DATA FOR ANALYSIS START
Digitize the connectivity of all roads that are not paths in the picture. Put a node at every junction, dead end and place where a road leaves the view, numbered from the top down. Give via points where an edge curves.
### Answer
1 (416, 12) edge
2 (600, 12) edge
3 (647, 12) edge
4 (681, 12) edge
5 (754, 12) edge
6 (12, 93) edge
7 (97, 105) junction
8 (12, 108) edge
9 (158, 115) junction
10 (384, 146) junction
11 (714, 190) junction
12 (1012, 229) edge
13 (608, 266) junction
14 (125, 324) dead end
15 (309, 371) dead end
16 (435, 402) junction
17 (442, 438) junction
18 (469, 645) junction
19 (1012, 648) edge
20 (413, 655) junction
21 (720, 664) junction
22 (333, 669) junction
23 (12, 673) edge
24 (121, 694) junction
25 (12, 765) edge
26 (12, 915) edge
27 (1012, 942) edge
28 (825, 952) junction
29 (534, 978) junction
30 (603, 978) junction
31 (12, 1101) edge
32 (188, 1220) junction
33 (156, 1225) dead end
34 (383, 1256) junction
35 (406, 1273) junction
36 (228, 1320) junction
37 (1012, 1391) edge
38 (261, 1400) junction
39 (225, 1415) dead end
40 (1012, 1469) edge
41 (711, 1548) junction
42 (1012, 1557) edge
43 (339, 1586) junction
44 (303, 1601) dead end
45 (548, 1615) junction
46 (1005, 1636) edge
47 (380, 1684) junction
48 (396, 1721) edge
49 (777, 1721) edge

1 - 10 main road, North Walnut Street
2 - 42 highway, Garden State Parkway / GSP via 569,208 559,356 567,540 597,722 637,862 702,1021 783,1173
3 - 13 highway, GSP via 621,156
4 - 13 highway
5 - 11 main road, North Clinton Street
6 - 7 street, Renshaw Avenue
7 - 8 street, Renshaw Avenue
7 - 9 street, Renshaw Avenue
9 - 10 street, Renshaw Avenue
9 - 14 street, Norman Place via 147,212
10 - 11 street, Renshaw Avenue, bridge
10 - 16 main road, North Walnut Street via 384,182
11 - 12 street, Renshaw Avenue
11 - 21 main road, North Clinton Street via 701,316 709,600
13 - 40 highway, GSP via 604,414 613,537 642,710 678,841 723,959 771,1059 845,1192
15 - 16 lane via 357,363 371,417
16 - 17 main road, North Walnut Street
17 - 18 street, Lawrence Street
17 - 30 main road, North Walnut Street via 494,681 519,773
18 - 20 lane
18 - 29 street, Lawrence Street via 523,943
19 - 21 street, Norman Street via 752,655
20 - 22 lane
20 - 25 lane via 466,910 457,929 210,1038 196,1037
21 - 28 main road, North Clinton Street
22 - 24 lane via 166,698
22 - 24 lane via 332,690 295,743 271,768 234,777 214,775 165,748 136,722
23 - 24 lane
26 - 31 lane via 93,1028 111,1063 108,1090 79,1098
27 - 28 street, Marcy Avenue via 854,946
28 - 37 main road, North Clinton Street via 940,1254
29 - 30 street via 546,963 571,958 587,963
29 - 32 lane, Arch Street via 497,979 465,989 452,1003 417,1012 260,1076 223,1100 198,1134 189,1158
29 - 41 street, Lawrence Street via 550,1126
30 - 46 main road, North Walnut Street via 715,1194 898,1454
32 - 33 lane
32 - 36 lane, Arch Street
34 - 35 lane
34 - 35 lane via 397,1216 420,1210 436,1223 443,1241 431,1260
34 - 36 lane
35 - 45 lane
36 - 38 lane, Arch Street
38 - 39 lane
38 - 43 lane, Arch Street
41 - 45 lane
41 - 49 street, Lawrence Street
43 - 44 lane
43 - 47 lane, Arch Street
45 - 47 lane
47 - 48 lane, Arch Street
DATA FOR ANALYSIS END
- **WORK TASK**
List all lines above in which the string "Renshaw" appears.

- **RESPONSE FOR THIS EXERCISE**
6 - 7 street, Renshaw Avenue
7 - 8 street, Renshaw Avenue
7 - 9 street, Renshaw Avenue
9 - 10 street, Renshaw Avenue
10 - 11 street, Renshaw Avenue, bridge
11 - 12 street, Renshaw Avenue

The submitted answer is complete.